Here too, calcareous rock forms a part of the geological Flysch formations, but it is very different from the sediments of the vineyards higher up; emersion at this elevation took place more recently, under different physical conditions producing a completely different result.
The soil at Poggioferro is a darker coffee-colour due to the greater content of brown clays and iron carbonates, referred to as greyish-brown argillite, which may in certain microzones give rise to very deep soils as a result of colluvial phenomena. This is still very different from the clays of the Pliocene, and the carbonates are still large and dense, ranging from greyish blue palombino limestone to more or less pure calcite crystals, which should not be confused with quartzites, in which the principal mineral is silica.
In the Poggioferro area, the soil has a sub-alkaline pH and consists of 8 to 15 % active limestone, continuing to drain well despite the more evident clayey fraction which, however, consists of well-structured high-CSC clays, which give our Sangiovese wines their touch of iron.

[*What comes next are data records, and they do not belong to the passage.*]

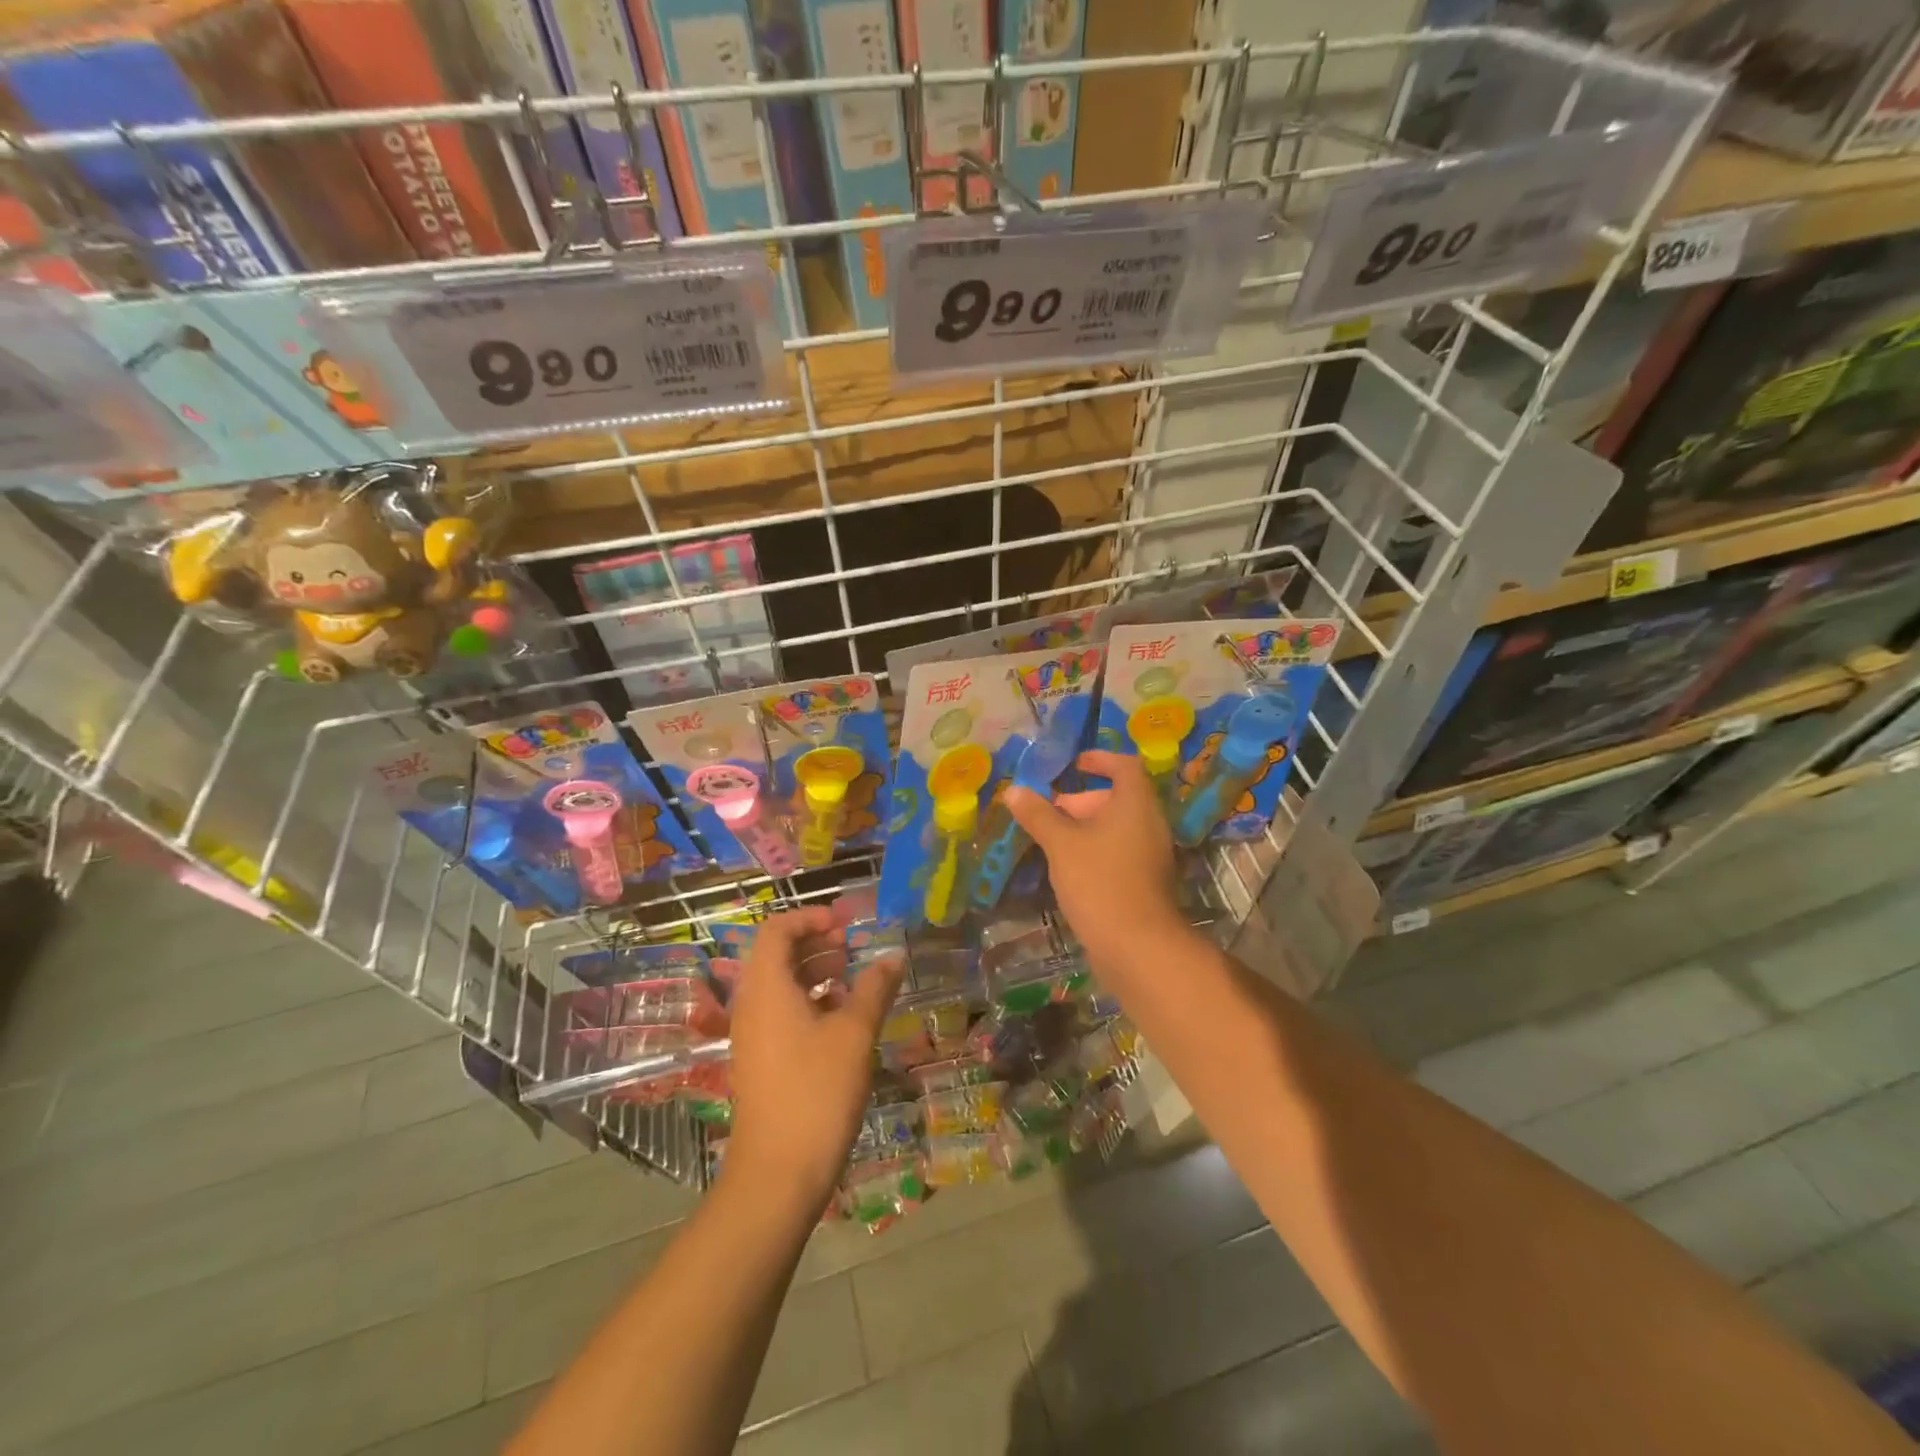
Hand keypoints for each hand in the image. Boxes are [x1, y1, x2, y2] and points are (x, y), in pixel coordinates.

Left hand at [725, 904, 904, 1214]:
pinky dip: (809, 1001)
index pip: (777, 929)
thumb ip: (874, 988)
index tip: (846, 924)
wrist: (777, 1174)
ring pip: (780, 984)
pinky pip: (781, 1012)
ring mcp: (752, 1034)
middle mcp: (751, 1004)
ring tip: (852, 978)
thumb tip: (894, 956)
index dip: (810, 917)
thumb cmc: (816, 1091)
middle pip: (777, 954)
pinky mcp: (760, 1059)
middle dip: (816, 942)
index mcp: (766, 987)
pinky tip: (842, 1018)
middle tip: (853, 947)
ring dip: (814, 972)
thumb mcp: (855, 1033)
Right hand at [1007, 750, 1188, 974]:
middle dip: (1081, 800)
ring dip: (1085, 828)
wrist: (1137, 947)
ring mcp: (1151, 855)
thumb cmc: (1100, 882)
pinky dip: (1095, 851)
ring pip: (1117, 828)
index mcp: (1136, 804)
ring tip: (1051, 842)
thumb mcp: (1061, 844)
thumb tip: (1014, 790)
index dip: (1100, 759)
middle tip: (1049, 812)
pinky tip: (1068, 869)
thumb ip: (1038, 815)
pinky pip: (1119, 852)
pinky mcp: (1145, 882)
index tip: (1073, 764)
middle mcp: (1149, 824)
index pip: (1124, 766)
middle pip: (1118, 798)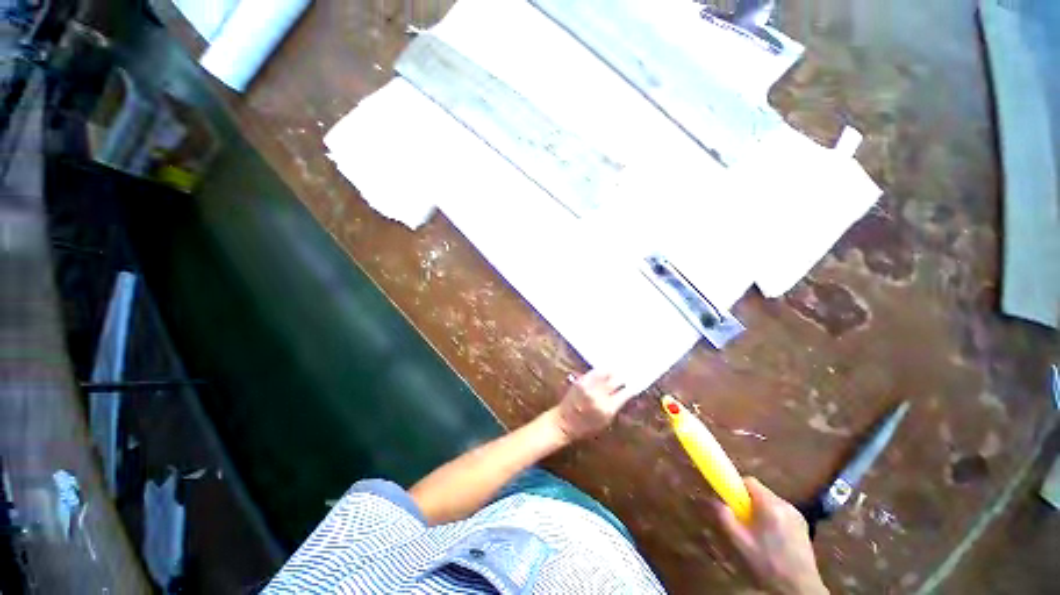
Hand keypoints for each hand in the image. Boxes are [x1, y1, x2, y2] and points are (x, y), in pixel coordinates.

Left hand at [548, 370, 632, 441]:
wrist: (565, 422)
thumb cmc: (587, 427)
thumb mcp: (606, 421)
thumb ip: (616, 406)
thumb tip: (626, 392)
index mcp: (608, 408)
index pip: (626, 393)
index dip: (632, 387)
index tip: (637, 382)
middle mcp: (600, 395)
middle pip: (617, 380)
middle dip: (624, 377)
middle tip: (629, 373)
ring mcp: (589, 386)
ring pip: (606, 373)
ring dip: (614, 371)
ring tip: (620, 368)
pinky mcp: (581, 381)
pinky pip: (595, 372)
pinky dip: (603, 370)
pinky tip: (607, 368)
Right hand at [715, 477, 827, 594]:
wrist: (799, 590)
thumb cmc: (766, 564)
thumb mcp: (739, 541)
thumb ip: (723, 516)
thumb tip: (708, 498)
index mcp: (770, 504)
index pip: (748, 480)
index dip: (735, 488)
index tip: (728, 503)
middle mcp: (786, 504)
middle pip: (759, 492)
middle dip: (746, 503)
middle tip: (740, 522)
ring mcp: (797, 516)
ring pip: (770, 504)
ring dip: (759, 512)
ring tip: (755, 534)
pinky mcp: (803, 527)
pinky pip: (780, 514)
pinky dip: (771, 521)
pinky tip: (770, 541)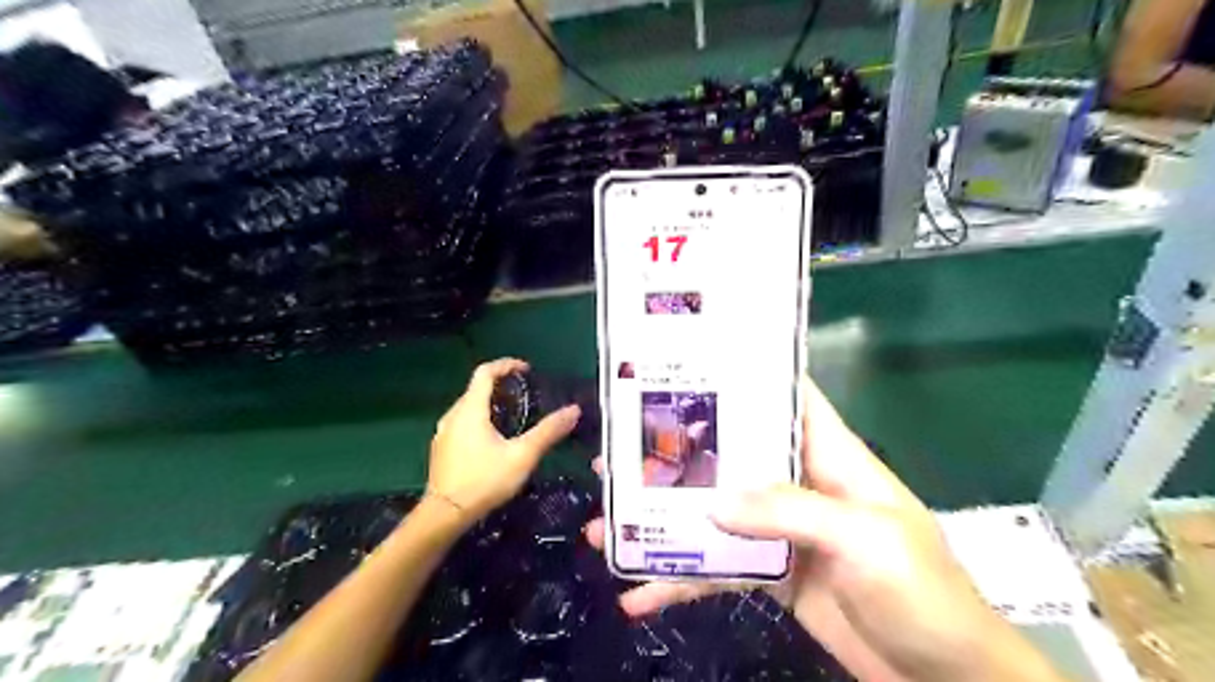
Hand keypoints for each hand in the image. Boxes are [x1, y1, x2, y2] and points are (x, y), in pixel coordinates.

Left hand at [428, 359, 579, 523]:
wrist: (445, 515)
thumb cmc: (484, 481)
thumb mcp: (522, 456)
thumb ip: (548, 431)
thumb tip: (574, 410)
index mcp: (470, 410)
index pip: (485, 372)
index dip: (506, 365)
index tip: (526, 370)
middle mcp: (453, 415)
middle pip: (476, 389)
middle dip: (500, 386)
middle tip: (524, 395)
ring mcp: (443, 433)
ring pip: (468, 407)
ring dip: (489, 404)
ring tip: (512, 416)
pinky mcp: (441, 449)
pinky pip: (461, 423)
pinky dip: (479, 420)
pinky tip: (492, 440)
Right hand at [587, 378, 1064, 681]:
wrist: (946, 678)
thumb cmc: (923, 592)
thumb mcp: (865, 539)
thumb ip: (792, 512)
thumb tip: (714, 503)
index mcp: (828, 455)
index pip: (784, 398)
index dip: (742, 375)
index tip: (686, 367)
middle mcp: (798, 483)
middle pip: (730, 456)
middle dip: (677, 454)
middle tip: (619, 453)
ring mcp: (780, 530)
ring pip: (713, 513)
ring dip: (663, 521)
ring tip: (605, 525)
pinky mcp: (771, 572)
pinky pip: (717, 570)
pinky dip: (681, 582)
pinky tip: (640, 595)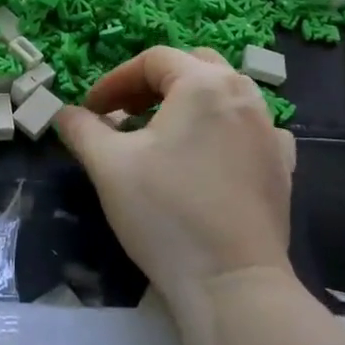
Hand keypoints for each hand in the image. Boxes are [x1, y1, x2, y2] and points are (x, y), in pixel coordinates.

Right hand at [54, 47, 294, 303]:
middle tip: (124, 113)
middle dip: (153, 84)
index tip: (91, 110)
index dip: (115, 81)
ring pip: (224, 95)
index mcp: (203, 84)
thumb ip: (81, 128)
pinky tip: (208, 155)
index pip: (153, 60)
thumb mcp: (108, 165)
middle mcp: (243, 95)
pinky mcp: (281, 165)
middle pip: (193, 67)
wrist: (231, 283)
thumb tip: (64, 113)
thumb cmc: (165, 213)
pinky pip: (249, 128)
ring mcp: (269, 131)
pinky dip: (223, 129)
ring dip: (187, 103)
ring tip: (161, 135)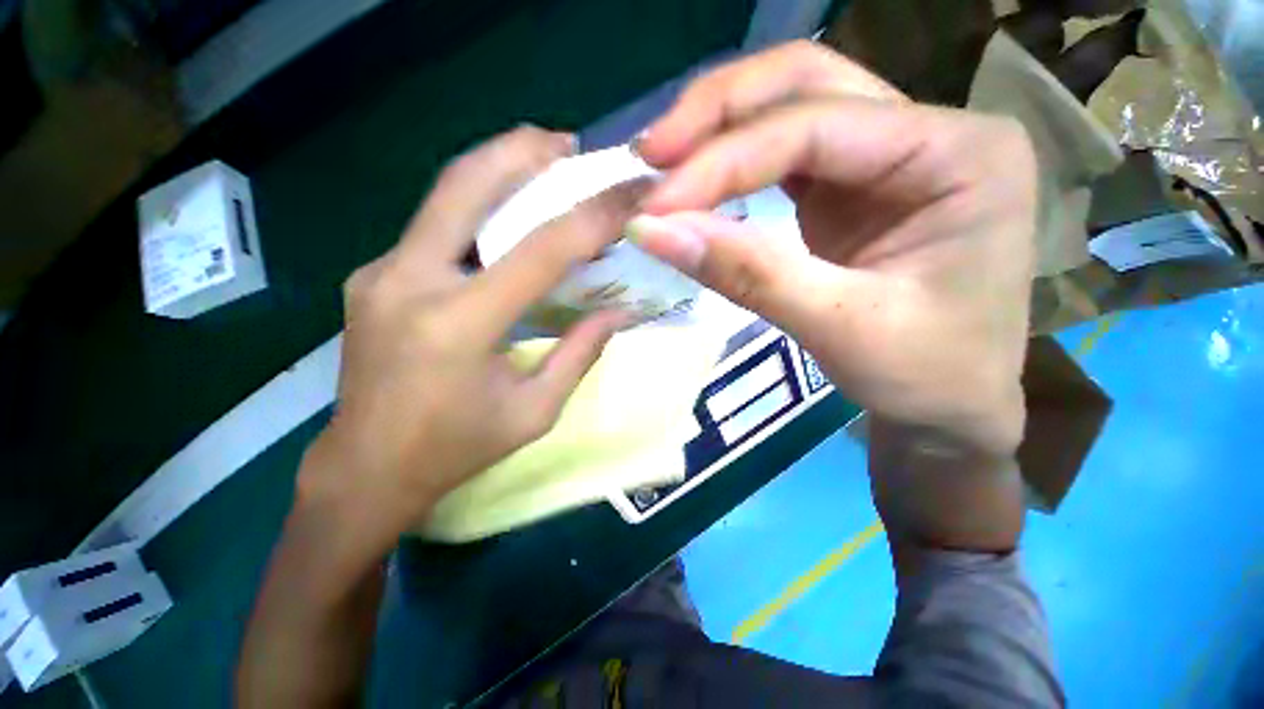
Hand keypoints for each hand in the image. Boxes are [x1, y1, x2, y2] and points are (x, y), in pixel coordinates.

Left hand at [299, 126, 642, 543]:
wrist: (366, 470)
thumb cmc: (456, 449)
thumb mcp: (534, 412)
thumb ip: (578, 355)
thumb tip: (617, 313)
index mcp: (459, 323)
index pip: (541, 249)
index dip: (592, 216)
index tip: (629, 193)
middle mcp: (409, 281)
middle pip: (467, 184)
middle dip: (522, 151)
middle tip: (566, 144)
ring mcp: (381, 273)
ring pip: (444, 196)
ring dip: (497, 170)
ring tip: (541, 163)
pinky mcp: (374, 277)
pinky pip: (433, 228)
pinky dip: (476, 210)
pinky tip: (504, 221)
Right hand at [631, 42, 1036, 456]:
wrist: (952, 403)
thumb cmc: (926, 374)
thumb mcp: (839, 328)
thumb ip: (747, 273)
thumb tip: (653, 232)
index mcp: (960, 153)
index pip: (817, 127)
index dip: (723, 163)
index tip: (655, 205)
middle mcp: (929, 132)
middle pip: (807, 83)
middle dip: (718, 113)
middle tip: (651, 153)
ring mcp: (889, 155)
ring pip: (791, 107)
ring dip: (719, 130)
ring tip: (661, 163)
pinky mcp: (853, 187)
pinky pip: (784, 155)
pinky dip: (733, 165)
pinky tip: (697, 183)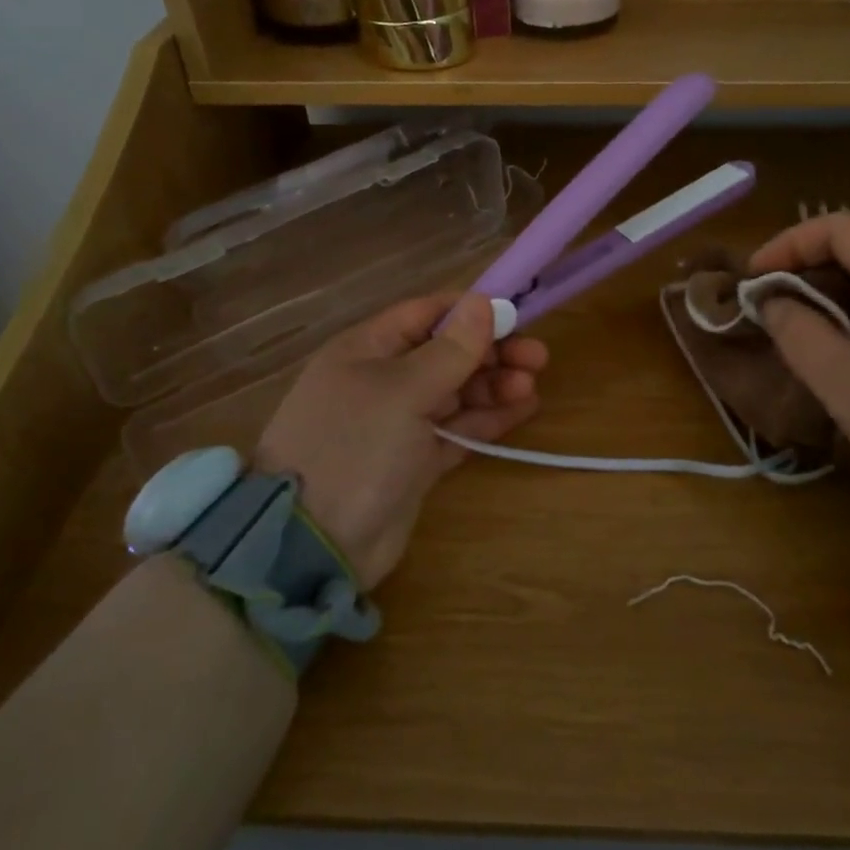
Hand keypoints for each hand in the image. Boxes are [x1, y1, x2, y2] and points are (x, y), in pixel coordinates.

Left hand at [255, 293, 548, 588]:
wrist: (311, 547)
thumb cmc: (354, 448)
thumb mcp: (403, 391)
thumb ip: (450, 350)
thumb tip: (482, 302)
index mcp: (368, 349)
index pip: (427, 313)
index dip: (471, 312)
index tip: (516, 316)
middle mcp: (384, 379)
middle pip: (447, 353)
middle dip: (491, 352)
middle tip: (538, 358)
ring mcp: (399, 422)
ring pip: (457, 391)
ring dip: (494, 385)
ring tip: (530, 387)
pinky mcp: (415, 461)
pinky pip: (458, 429)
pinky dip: (488, 418)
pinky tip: (523, 409)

The Sillano formation presents very marked differences in outcropping and morphology, and the relics of greyish white carbonate layers can sometimes be detected, while at other times a flaky clayey mass may be seen which is similar to the famous "scaly clays"; these differences translate into soils in which the skeleton consists of larger, denser limestones, as in the Poggioferro area, or scaly sediments containing varying amounts of clay, as in Pescina. In both of these sediments, the sedimentation environment was marine pelagic (maximum depth of the sea bed 200m, with enough light for marine photosynthesis).